- [DATA IN THIS EXERCISE]:
===
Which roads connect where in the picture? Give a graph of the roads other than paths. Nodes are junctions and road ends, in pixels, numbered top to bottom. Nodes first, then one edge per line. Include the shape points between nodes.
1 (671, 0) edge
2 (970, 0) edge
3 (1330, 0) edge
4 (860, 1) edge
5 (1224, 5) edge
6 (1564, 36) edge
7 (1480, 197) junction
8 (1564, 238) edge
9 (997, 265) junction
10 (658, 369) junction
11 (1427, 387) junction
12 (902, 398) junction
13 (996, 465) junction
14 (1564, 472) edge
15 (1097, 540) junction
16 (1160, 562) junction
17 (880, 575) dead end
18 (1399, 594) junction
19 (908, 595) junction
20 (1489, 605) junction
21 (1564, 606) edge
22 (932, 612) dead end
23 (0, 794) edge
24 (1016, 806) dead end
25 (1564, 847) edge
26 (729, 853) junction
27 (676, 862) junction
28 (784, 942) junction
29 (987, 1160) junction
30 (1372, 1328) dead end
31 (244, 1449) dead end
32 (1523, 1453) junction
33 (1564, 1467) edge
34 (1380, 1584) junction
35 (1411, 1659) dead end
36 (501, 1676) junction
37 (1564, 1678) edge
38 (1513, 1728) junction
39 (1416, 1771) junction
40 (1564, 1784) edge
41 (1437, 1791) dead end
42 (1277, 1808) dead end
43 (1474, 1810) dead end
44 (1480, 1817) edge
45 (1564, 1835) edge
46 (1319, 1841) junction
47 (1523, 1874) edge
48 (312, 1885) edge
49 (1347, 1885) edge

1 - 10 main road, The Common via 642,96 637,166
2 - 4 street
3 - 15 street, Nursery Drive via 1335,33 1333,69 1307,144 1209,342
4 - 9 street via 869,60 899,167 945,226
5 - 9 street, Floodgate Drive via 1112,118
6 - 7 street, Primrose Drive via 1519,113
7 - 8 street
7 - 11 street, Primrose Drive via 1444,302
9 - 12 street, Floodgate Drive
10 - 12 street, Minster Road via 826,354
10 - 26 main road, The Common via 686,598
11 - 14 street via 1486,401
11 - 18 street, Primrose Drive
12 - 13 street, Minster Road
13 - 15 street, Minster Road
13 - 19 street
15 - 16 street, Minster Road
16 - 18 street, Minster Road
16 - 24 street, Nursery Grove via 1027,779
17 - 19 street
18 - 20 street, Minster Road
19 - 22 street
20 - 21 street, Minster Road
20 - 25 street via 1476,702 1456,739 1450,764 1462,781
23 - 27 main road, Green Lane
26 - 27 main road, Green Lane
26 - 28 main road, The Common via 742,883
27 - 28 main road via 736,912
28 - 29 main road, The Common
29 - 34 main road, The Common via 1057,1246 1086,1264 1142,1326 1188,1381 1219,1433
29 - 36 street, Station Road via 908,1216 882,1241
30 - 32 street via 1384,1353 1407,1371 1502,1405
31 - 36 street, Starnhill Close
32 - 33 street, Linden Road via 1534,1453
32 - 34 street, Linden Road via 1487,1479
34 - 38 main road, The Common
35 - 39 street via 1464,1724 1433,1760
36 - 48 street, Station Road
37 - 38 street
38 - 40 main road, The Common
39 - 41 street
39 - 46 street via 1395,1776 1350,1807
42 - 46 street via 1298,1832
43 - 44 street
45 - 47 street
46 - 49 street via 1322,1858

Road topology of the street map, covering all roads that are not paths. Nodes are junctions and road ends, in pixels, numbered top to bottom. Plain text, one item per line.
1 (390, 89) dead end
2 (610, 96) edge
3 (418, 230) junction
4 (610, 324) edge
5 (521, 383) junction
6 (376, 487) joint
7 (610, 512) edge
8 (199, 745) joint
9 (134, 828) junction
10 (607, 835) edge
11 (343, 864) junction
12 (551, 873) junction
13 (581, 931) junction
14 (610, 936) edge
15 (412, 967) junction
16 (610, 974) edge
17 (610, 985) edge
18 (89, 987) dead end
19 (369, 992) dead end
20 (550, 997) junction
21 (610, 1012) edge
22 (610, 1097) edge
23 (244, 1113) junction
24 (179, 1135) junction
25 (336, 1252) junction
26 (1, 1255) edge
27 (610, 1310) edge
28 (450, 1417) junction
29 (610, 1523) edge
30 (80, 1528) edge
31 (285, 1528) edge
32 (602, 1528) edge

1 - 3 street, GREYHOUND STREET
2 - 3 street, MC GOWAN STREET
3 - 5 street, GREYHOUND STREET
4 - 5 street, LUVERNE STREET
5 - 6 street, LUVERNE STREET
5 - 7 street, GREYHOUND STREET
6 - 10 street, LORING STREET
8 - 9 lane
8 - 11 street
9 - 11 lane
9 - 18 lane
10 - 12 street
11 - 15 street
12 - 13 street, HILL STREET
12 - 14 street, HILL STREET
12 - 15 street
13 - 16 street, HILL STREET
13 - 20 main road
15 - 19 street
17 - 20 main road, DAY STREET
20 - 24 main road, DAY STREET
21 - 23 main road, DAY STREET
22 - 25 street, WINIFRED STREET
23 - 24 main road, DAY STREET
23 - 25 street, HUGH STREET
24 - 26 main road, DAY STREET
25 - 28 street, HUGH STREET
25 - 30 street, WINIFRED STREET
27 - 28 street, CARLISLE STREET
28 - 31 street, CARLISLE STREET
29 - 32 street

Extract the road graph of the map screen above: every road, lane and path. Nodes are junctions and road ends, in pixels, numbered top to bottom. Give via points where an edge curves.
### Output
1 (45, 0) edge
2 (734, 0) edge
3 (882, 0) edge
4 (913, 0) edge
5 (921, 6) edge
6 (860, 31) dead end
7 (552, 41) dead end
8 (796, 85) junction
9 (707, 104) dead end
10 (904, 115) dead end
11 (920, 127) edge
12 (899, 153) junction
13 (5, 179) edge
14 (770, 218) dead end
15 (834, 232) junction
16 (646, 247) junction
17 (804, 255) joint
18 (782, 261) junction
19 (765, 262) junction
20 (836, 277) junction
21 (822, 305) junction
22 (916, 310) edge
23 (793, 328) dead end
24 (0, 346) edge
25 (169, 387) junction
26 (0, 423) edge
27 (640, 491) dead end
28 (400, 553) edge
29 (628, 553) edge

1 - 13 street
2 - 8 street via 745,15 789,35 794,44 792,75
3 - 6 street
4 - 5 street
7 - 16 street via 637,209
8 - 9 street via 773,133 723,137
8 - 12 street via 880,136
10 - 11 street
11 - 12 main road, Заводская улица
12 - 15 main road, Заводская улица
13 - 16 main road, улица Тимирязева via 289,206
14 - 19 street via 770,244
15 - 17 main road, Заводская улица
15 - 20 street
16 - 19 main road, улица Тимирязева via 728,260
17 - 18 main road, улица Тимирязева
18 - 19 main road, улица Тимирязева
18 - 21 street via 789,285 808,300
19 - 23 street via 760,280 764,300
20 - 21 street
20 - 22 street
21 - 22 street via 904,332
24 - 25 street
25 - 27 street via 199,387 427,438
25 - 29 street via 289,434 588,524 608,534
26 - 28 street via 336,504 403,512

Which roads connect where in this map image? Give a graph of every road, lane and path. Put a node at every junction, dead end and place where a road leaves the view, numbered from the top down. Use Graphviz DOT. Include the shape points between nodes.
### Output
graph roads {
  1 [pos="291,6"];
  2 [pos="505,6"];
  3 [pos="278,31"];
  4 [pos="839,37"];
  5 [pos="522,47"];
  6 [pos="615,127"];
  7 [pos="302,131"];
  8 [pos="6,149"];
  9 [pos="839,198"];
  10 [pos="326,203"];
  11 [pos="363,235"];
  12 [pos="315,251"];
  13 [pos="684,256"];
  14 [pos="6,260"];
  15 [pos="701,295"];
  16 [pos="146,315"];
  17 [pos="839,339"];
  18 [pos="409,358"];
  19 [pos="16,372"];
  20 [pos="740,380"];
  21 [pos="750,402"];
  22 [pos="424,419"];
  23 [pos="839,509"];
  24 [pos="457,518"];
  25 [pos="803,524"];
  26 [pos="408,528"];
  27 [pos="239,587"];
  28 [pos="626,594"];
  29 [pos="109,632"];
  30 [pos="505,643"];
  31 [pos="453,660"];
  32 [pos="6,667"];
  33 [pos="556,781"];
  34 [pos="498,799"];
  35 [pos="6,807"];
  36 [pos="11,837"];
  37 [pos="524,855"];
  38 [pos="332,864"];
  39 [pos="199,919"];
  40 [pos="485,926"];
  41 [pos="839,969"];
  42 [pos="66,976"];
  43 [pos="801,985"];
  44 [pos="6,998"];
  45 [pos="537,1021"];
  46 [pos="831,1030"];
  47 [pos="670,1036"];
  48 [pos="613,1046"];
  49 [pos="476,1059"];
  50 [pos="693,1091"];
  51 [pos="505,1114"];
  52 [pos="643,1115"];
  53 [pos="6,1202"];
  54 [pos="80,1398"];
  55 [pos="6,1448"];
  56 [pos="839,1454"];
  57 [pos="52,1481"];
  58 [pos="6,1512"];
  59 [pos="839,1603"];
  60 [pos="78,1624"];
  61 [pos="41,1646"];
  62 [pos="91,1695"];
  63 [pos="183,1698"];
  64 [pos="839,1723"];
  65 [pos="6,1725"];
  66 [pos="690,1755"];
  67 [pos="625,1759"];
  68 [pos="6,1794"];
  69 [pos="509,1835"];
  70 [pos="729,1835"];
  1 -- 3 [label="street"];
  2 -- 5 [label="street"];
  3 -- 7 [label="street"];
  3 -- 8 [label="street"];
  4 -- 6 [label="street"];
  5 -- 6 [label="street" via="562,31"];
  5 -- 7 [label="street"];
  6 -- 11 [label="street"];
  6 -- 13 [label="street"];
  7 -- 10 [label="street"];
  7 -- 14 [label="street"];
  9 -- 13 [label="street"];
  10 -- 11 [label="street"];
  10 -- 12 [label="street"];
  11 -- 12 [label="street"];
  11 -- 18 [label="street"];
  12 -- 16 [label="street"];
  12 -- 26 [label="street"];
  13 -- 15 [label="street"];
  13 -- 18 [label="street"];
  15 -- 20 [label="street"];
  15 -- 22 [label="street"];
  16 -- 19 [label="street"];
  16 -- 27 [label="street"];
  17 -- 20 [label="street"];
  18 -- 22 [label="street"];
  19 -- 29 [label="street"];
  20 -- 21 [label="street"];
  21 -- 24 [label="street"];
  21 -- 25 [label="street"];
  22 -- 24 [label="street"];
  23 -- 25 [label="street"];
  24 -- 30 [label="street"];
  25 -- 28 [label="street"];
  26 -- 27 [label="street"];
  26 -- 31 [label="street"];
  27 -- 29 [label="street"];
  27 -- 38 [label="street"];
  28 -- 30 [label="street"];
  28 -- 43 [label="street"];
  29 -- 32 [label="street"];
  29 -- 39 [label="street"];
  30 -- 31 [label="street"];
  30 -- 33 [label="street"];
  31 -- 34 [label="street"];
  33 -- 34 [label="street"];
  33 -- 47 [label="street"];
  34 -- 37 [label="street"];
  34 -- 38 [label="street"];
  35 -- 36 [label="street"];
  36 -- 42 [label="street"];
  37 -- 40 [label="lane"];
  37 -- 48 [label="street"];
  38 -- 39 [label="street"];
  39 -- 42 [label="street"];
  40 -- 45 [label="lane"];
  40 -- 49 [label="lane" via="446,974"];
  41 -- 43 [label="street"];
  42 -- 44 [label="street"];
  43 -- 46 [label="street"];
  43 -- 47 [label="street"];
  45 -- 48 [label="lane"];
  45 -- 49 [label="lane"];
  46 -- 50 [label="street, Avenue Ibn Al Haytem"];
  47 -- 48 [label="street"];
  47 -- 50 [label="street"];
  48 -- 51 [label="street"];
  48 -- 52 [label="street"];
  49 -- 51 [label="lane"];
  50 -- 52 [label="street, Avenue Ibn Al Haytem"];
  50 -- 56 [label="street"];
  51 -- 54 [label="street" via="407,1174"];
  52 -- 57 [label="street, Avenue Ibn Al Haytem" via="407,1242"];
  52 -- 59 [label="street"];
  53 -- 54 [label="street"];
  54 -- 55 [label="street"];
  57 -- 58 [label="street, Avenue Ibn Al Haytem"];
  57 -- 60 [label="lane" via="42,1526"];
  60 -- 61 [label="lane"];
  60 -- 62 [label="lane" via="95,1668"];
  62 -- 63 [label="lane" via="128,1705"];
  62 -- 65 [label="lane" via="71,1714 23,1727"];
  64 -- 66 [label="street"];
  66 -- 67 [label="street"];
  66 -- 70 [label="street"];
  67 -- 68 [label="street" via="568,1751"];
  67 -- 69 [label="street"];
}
===
- [TO DO]: Scan the entries for lines holding the string "Linden", then copy every one of them.

- [THE COMPLETED TASK]:
32 - 33 street, Linden Road via 1534,1453
32 - 34 street, Linden Road via 1487,1479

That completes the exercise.